March 03, 2020 – Machine learning tools could help enhance the accuracy of breast cancer screenings when combined with assessments from human radiologists, a study published in JAMA Network Open revealed.
Mammography screening is one of the most commonly used tools for early breast cancer detection, researchers noted, and multiple clinical trials have shown that the approach can decrease mortality.
However, the group also stated that mammography screening isn’t always perfectly accurate. Roughly nine to ten percent of the 40 million US women who undergo breast cancer screening each year are recalled for additional diagnostic imaging, and only four to five percent of these women are ultimately diagnosed with breast cancer. This can lead to patient anxiety and unnecessary treatment or interventions.
The team aimed to improve breast cancer screening accuracy by combining evaluations from radiologists with machine learning algorithms. The study was based on results from the Dialogue on Reverse Engineering Assessment and Methods (DREAM) initiative, a crowd-sourced competition that sought to assess whether AI algorithms could beat or meet radiologist interpretive accuracy.
Conducted by investigators at IBM Research, Sage Bionetworks, Kaiser Permanente Washington Health Research Institute, and the University of Washington School of Medicine, the DREAM initiative brought together a broad, international scientific community and tested multiple algorithms for improved breast cancer detection.
The team trained and validated the algorithms using hundreds of thousands of screening mammograms from women in the US. To train the algorithms, researchers used images alone or combined images, previous examinations, and clinical and demographic risk factor data that would translate to cancer yes or no within 12 months.
The top-performing algorithm achieved an area under the curve of 0.858 and a specificity of 66.2 percent, lower than community-practice radiologists’ specificity of 90.5 percent. When researchers combined the top-performing algorithm with US radiologist assessments yielded a higher area under the curve of 0.942 and resulted in a specificity of 92.0 percent.
Instead of demonstrating AI’s potential to take over radiologists’ jobs completely, the results support the idea that advanced analytics tools can augment care delivery and diagnostics.
“Based on our findings, adding AI to radiologists’ interpretation could potentially prevent hundreds of thousands of unnecessary diagnostic workups each year in the United States. Robust clinical validation is necessary, however, before any AI algorithm can be adopted broadly,” said Dr. Christoph Lee, professor of radiology at the University of Washington School of Medicine and co-first author of the paper.
As AI continues to seep into clinical settings, more and more healthcare professionals are coming to view the technology as valuable support tools. A recent survey conducted by MIT Technology Review and GE Healthcare revealed that 79 percent of providers believe AI tools have helped reduce clinician burnout, allowing professionals to deliver more patient-centered, engaging care.
“Healthcare institutions have been anticipating the impact that artificial intelligence (AI) will have on the performance and efficiency of their operations and their workforces—and the quality of patient care,” the survey said.
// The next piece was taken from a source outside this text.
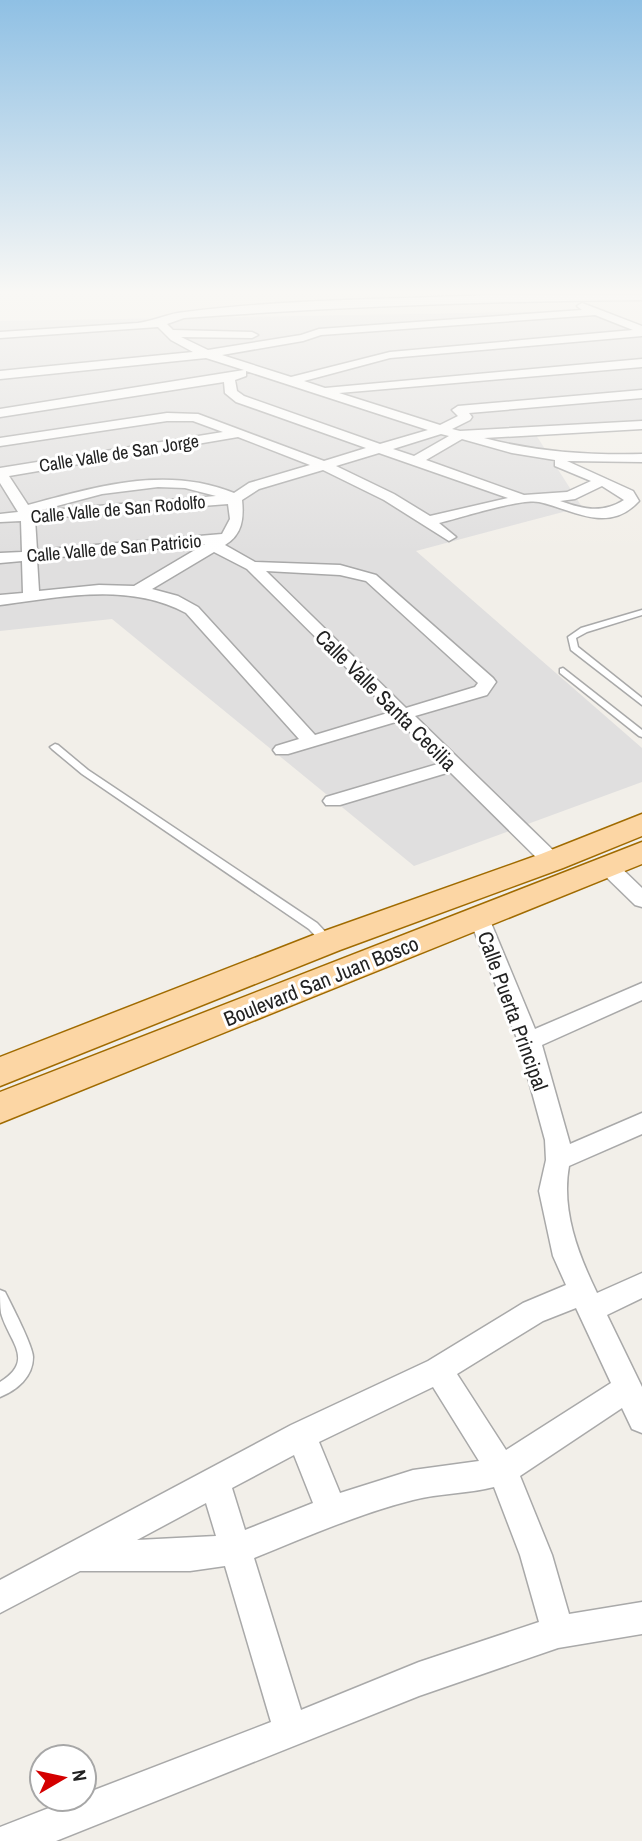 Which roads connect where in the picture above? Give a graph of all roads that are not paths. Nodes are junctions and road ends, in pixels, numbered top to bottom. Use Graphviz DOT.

“Contrary to common, yet unproven, fears that machines will replace human workers, AI technologies in healthcare may actually be ‘re-humanizing’ healthcare, just as the system itself shifts to value-based care models that may favor the outcome patients receive instead of the number of patients seen.”
A separate study from NYU showed that combining AI with analysis from human radiologists significantly improved breast cancer detection, helping radiologists reduce the number of biopsies needed.
“Our study found that AI identified cancer-related patterns in the data that radiologists could not, and vice versa,” said senior study author Krzysztof J. Geras, PhD, assistant professor in the Department of Radiology at NYU Langone.
“AI detected pixel-level changes in tissue invisible to the human eye, while humans used forms of reasoning not available to AI. The ultimate goal of our work is to augment, not replace, human radiologists,”
The study based on the DREAM initiative indicated that combining radiologists and AI algorithms could reduce mammography recall rates from 0.095 to 0.08, an absolute 1.5 percent reduction. This means that of the approximately 40 million US women who are screened for breast cancer each year, more than half a million would not have to undergo unnecessary diagnostic work-up.
“While no single AI algorithm outperformed US community radiologist benchmarks, an ensemble of AI algorithms combined with single-radiologist assessment was associated with an improved overall mammography performance,” researchers said.
According to the research group, the DREAM challenge representing the largest objective AI benchmarking effort in screening mammography interpretation to date. Investigators are making the algorithms freely available to the larger research community for use and assessment in future studies.
“To our knowledge, this was the first study in AI and mammography benchmarking requiring teams to submit their algorithms to the challenge organizers, which permitted the evaluation of their algorithms in an unbiased and fully reproducible manner,” the team concluded.
“We believe this to be an important new paradigm for data sharing and cloud-based AI algorithm development, allowing highly sensitive and restricted data such as screening mammograms to be used for public research and AI algorithm assessment.”